• [Problem description]
Find the lines below holding the word "nodes" and copy each of them.

[Saved data entries]
....................
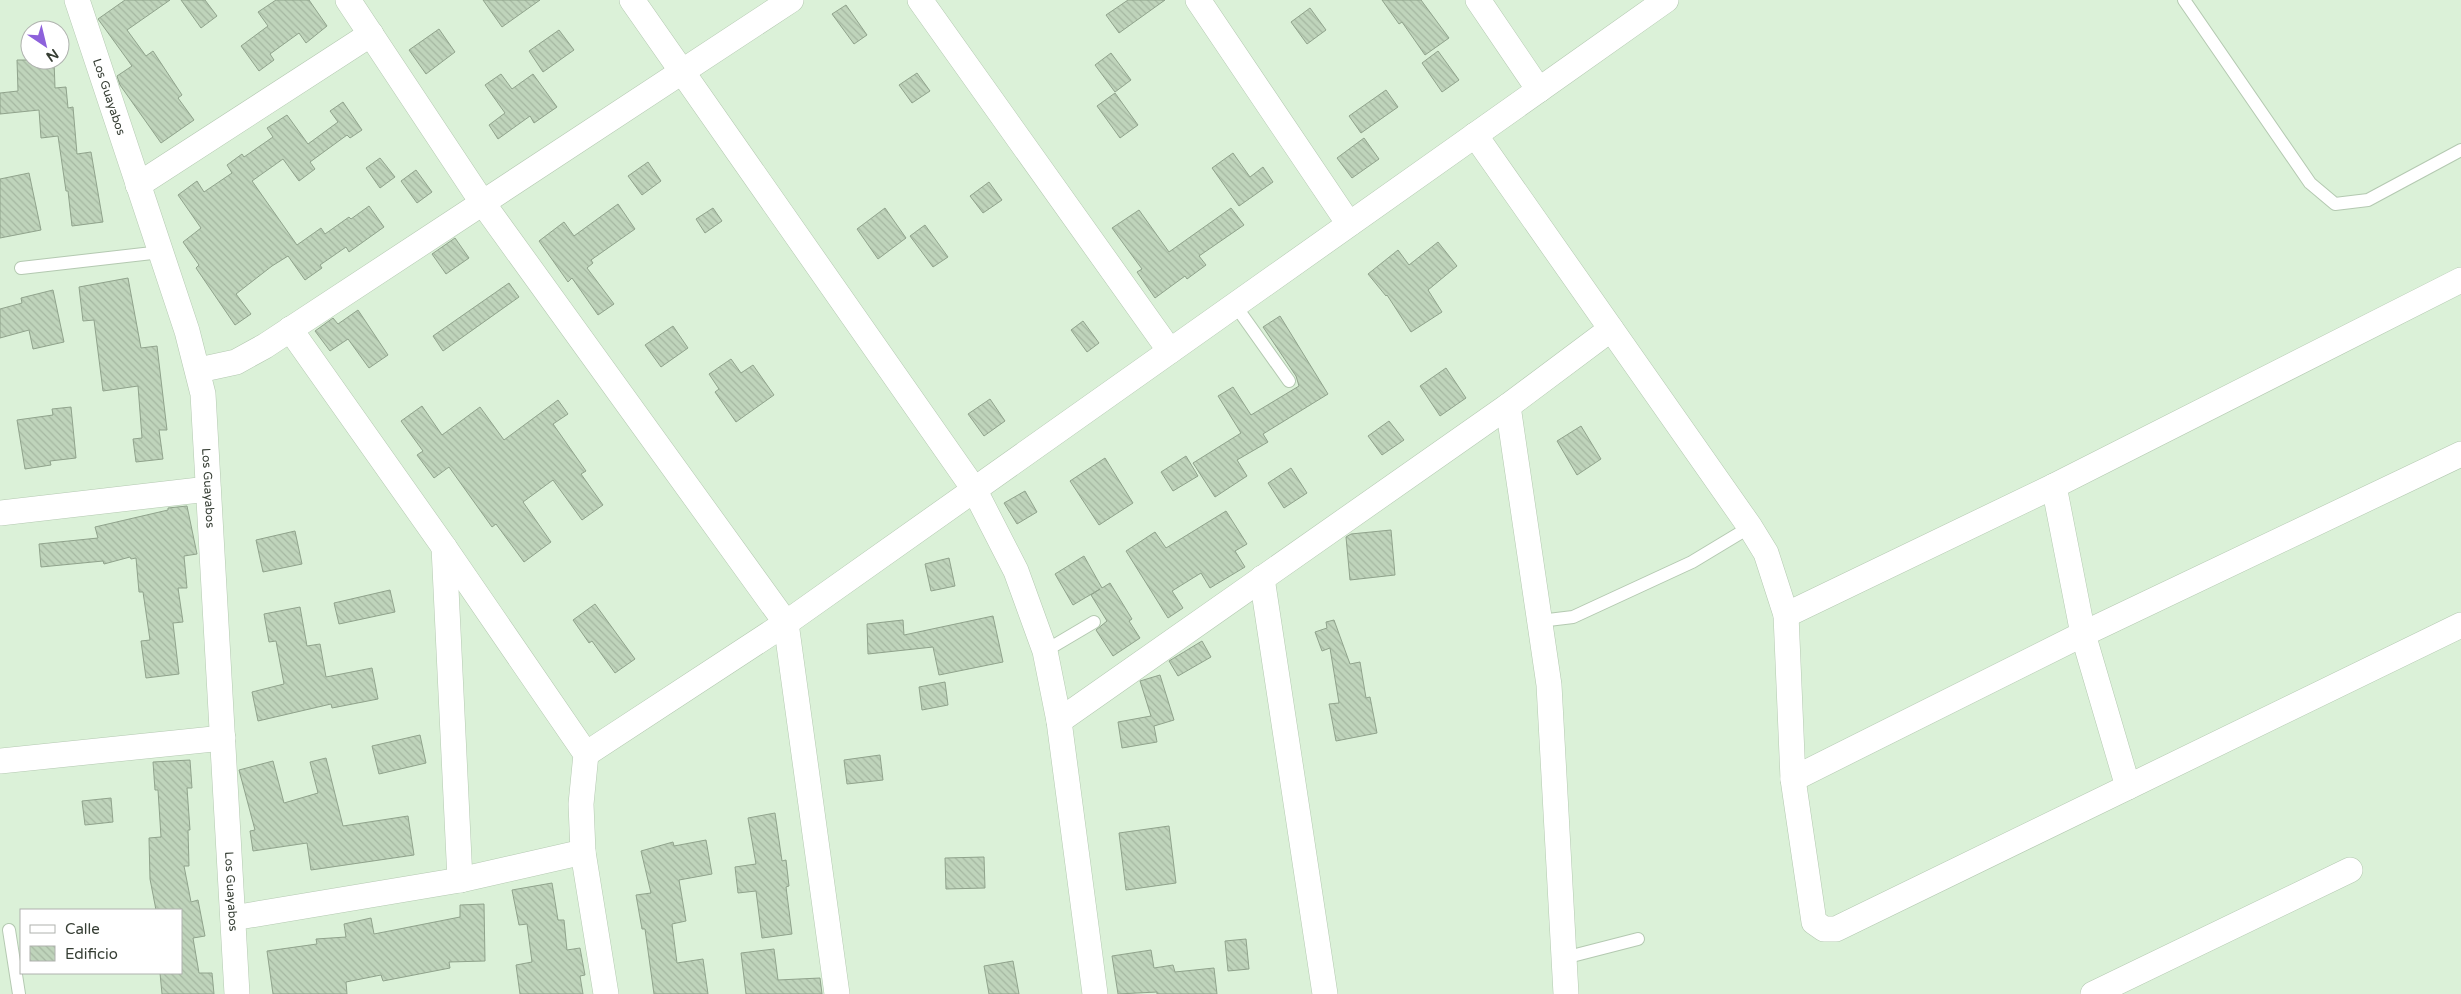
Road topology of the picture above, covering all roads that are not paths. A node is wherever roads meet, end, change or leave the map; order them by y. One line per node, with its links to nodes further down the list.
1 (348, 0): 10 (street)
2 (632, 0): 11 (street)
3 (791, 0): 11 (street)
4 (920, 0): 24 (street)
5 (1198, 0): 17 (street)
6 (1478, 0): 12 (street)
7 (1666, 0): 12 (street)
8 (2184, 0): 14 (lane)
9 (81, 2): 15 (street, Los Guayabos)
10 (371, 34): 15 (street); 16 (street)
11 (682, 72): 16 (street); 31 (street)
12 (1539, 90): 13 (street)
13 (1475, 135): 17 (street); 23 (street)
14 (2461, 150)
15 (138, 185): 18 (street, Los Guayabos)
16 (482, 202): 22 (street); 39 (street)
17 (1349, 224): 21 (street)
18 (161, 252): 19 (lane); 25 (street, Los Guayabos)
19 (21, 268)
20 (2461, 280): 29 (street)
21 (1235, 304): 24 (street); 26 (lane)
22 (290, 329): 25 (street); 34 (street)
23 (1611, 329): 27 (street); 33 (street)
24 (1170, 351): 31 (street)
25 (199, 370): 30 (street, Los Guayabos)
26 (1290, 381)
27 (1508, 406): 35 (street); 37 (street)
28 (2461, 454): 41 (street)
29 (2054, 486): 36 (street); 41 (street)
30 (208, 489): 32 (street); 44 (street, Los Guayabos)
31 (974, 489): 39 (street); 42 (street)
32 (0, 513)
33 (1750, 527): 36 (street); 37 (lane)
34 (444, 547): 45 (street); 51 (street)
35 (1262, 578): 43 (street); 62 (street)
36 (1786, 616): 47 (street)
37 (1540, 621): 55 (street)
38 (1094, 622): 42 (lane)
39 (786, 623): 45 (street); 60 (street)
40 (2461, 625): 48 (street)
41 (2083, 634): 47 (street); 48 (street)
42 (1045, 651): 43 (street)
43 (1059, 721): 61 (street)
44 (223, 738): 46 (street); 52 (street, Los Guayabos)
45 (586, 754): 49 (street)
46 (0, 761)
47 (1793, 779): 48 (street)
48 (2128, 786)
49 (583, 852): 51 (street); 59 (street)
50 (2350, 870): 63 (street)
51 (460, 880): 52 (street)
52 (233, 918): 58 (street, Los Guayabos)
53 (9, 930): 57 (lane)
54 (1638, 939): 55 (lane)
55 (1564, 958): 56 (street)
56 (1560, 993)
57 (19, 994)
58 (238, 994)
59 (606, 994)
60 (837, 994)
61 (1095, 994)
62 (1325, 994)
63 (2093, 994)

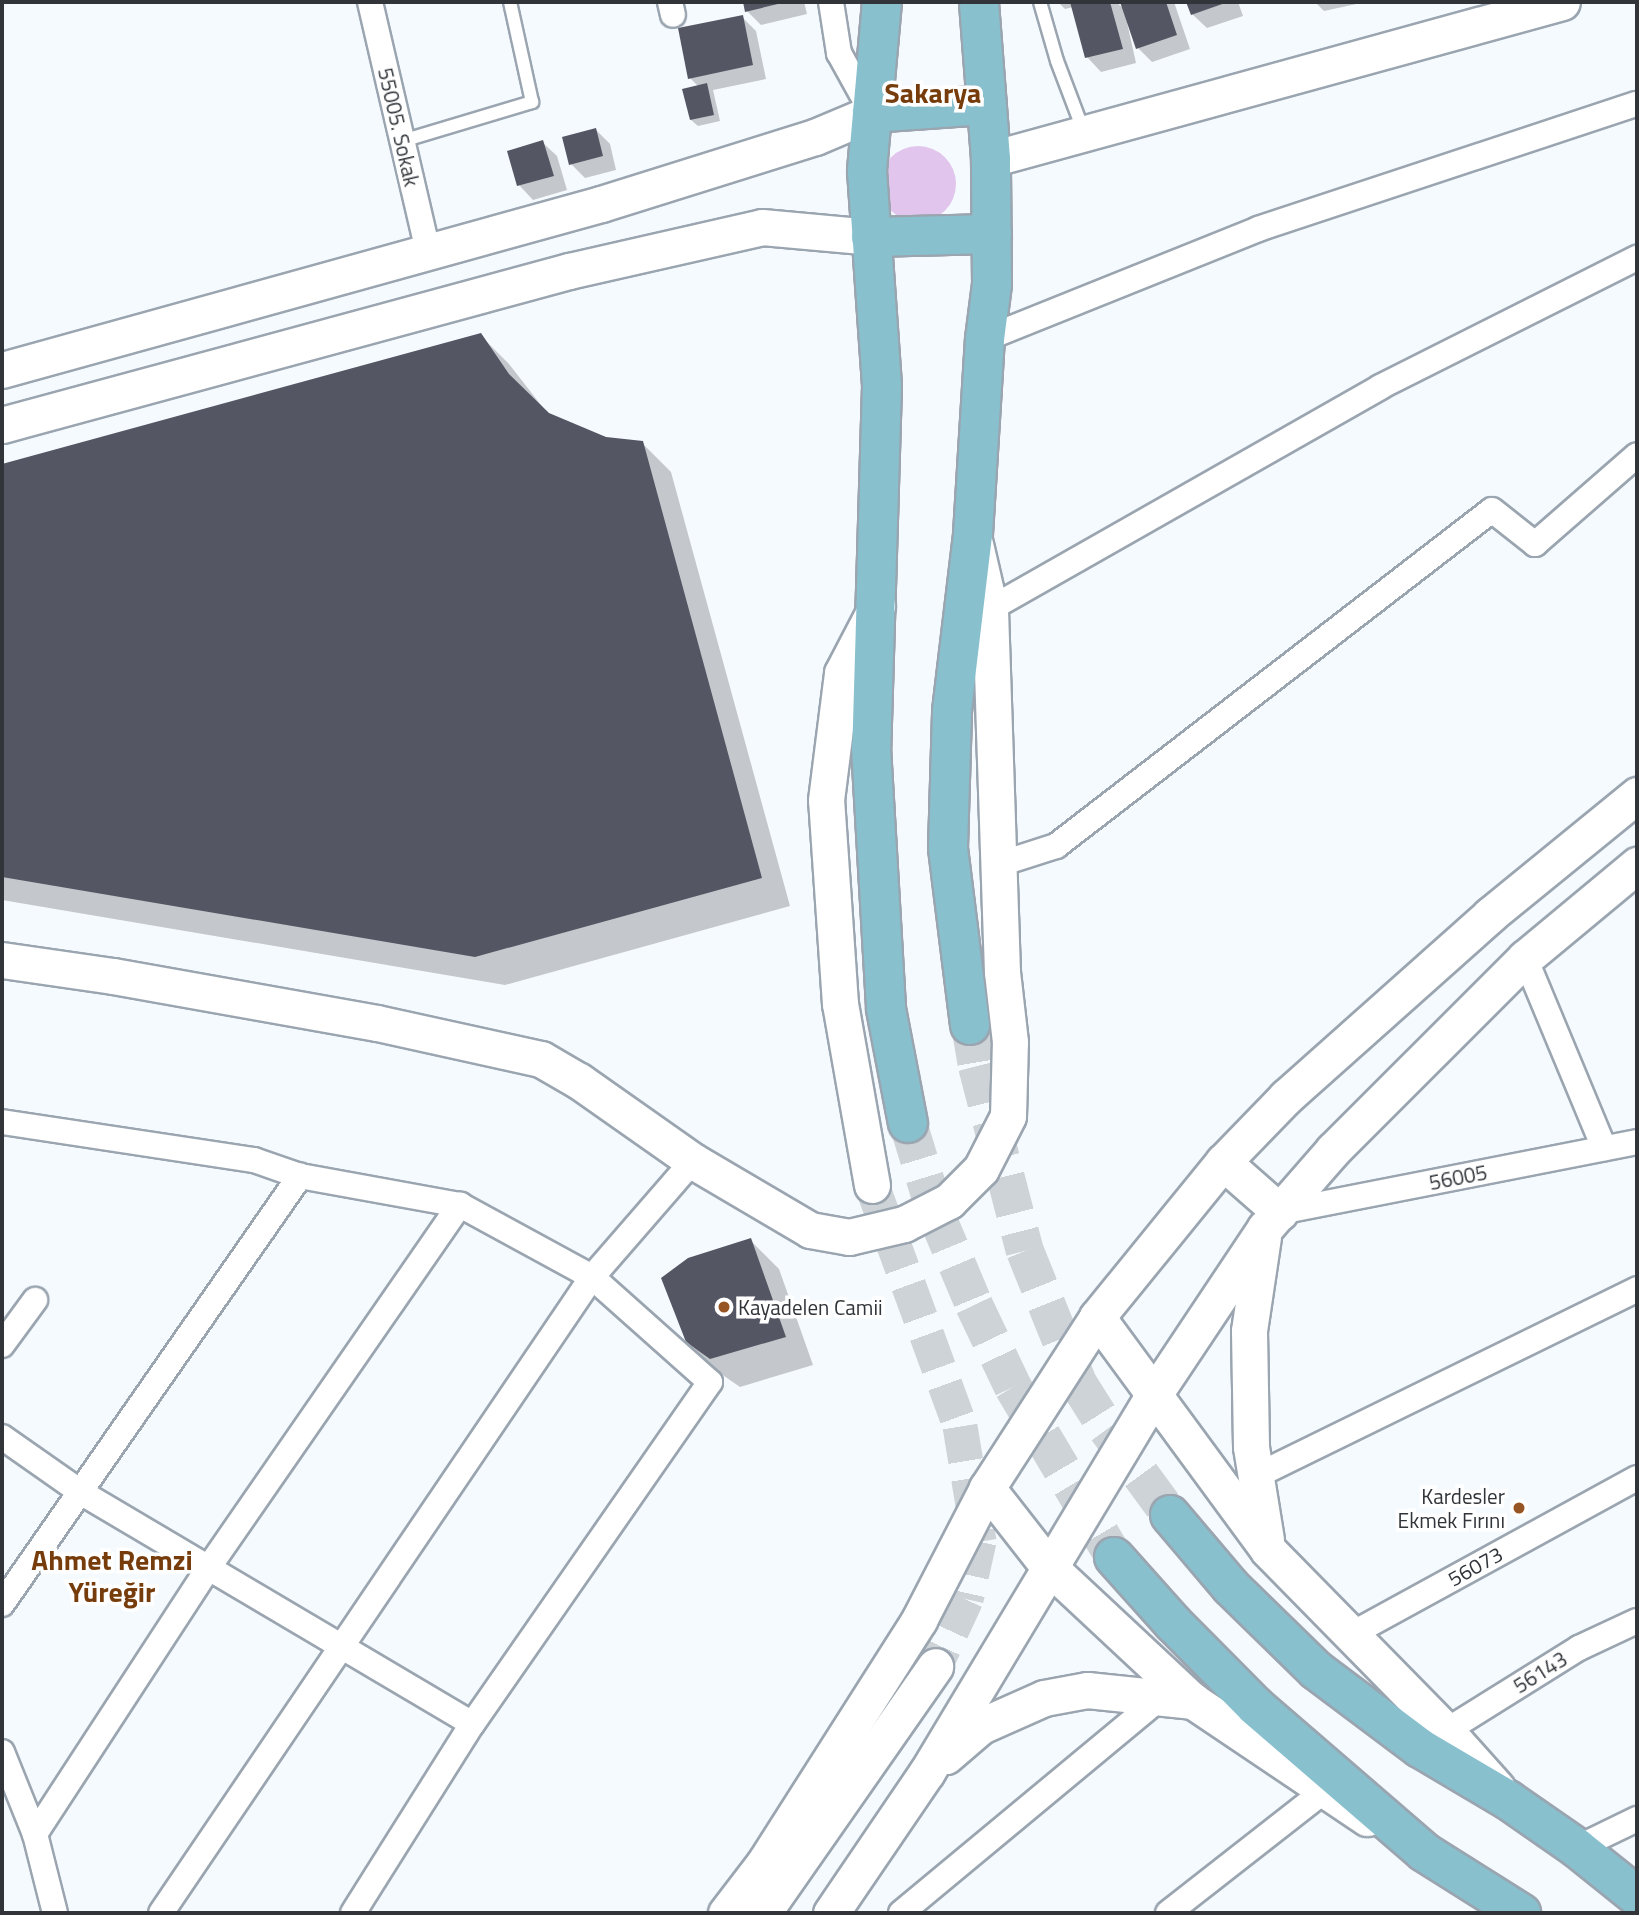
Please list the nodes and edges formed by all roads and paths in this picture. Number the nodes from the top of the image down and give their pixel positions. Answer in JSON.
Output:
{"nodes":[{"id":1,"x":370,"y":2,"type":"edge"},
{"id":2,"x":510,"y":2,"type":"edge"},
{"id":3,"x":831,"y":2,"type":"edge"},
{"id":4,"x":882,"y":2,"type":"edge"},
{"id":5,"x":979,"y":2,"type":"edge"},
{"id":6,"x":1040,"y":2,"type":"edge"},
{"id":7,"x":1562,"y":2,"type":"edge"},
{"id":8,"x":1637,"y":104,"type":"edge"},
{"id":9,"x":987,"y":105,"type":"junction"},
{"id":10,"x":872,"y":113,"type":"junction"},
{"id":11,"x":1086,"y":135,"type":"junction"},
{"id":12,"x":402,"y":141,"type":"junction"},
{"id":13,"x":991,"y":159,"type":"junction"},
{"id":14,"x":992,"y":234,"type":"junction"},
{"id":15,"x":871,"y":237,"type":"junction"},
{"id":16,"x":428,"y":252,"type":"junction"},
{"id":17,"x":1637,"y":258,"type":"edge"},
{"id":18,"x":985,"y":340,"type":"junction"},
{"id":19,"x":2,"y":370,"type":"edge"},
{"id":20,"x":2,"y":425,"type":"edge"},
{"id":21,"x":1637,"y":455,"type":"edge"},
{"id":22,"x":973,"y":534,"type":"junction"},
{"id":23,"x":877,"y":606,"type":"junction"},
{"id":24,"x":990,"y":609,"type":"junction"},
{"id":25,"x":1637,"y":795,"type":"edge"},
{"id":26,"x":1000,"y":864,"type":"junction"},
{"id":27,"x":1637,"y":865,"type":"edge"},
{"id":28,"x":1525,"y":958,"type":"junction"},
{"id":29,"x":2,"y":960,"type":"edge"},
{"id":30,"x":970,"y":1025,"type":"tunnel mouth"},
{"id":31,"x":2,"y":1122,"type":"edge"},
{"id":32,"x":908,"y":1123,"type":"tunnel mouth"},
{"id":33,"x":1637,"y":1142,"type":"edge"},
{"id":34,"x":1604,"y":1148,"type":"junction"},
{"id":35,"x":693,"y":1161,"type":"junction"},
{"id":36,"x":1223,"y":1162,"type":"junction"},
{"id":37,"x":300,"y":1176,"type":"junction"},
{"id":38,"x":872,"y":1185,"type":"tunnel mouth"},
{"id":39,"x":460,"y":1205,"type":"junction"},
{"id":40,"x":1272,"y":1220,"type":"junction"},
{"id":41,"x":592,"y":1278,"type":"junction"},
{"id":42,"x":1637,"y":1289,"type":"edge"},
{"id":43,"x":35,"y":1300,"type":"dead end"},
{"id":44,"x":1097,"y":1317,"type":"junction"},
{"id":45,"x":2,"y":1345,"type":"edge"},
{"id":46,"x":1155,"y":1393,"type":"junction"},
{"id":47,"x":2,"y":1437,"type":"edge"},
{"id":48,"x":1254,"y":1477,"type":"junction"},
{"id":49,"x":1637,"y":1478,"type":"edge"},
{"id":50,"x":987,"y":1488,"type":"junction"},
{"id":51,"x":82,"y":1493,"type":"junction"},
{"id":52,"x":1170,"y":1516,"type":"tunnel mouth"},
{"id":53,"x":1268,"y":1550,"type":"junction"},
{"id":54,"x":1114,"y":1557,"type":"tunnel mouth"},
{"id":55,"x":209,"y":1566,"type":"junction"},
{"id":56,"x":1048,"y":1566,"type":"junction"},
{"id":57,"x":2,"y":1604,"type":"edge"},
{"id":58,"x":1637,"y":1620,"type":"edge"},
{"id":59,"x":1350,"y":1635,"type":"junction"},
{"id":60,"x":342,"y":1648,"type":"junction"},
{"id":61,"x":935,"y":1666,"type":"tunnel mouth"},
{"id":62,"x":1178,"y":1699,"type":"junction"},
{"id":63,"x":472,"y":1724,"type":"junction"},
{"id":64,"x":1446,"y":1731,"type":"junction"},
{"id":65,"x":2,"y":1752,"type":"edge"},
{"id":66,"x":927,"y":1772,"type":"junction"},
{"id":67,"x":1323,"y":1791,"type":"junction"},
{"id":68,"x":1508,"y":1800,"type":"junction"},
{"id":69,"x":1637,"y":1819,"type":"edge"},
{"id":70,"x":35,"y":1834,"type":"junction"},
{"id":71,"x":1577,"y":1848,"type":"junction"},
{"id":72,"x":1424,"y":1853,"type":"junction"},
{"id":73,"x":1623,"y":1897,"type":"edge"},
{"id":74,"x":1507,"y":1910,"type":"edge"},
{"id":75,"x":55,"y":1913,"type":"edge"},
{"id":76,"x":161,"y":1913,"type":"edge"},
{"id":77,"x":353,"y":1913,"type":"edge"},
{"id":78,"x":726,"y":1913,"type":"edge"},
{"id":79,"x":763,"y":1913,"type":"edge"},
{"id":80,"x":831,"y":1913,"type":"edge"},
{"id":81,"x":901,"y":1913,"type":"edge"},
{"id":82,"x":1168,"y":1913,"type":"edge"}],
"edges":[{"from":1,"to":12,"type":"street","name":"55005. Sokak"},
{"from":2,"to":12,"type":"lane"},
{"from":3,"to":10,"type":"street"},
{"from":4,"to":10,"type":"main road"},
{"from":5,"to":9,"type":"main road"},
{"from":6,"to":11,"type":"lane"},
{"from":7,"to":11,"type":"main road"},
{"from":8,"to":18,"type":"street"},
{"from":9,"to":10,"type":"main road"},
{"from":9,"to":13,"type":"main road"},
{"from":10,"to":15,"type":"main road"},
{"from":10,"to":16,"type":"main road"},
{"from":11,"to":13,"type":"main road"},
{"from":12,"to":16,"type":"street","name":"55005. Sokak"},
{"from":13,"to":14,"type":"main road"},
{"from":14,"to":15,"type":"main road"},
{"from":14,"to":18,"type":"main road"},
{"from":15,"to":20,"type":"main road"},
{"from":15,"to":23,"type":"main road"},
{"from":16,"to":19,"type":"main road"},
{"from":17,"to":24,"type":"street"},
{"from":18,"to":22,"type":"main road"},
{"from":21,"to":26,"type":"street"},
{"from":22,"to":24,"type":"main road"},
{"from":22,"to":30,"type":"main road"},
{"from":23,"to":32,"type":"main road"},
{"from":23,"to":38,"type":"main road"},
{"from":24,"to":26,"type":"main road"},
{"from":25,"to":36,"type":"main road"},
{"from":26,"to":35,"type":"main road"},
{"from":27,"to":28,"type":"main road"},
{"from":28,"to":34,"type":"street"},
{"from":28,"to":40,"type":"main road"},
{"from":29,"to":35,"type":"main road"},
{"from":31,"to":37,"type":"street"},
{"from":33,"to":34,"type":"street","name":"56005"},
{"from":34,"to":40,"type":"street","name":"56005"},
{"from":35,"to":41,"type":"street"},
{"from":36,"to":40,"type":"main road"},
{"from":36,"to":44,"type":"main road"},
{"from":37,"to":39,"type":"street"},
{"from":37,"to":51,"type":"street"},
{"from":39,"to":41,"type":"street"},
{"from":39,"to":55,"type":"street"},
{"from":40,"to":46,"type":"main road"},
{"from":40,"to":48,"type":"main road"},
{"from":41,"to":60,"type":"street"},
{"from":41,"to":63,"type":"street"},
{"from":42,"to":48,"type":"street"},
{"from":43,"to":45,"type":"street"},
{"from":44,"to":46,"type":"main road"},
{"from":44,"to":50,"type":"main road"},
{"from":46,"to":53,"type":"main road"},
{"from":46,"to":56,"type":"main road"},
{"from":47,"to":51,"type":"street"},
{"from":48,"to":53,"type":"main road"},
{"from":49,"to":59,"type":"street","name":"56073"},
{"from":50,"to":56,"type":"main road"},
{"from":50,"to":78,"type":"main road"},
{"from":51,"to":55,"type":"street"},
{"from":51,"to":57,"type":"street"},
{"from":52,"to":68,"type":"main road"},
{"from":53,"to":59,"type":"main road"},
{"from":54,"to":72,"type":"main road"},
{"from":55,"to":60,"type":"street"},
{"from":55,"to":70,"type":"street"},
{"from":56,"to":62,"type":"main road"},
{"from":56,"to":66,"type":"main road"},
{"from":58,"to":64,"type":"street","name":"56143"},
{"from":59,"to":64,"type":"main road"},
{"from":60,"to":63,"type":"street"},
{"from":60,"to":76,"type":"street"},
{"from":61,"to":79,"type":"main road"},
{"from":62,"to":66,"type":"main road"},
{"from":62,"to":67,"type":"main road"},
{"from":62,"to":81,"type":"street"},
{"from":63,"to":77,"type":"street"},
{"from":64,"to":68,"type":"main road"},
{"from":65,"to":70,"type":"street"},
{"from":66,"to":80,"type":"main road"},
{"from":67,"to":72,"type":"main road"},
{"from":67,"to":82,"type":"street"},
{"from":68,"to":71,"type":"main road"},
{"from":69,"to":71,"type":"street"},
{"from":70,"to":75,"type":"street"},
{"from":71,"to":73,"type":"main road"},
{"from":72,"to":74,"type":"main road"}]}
....................
• [Solution for this task]
Road topology of the picture above, covering all roads that are not paths. A node is wherever roads meet, end, change or leave the map; order them by y. One line per node, with its links to nodes further down the list.
Please list the nodes and edges formed by all roads and paths in this picture. Number the nodes from the top of the image down and give their pixel positions. Answer in JSON.
{"nodes":[{"id":1,"x":370,"y":2,"type":"edge"},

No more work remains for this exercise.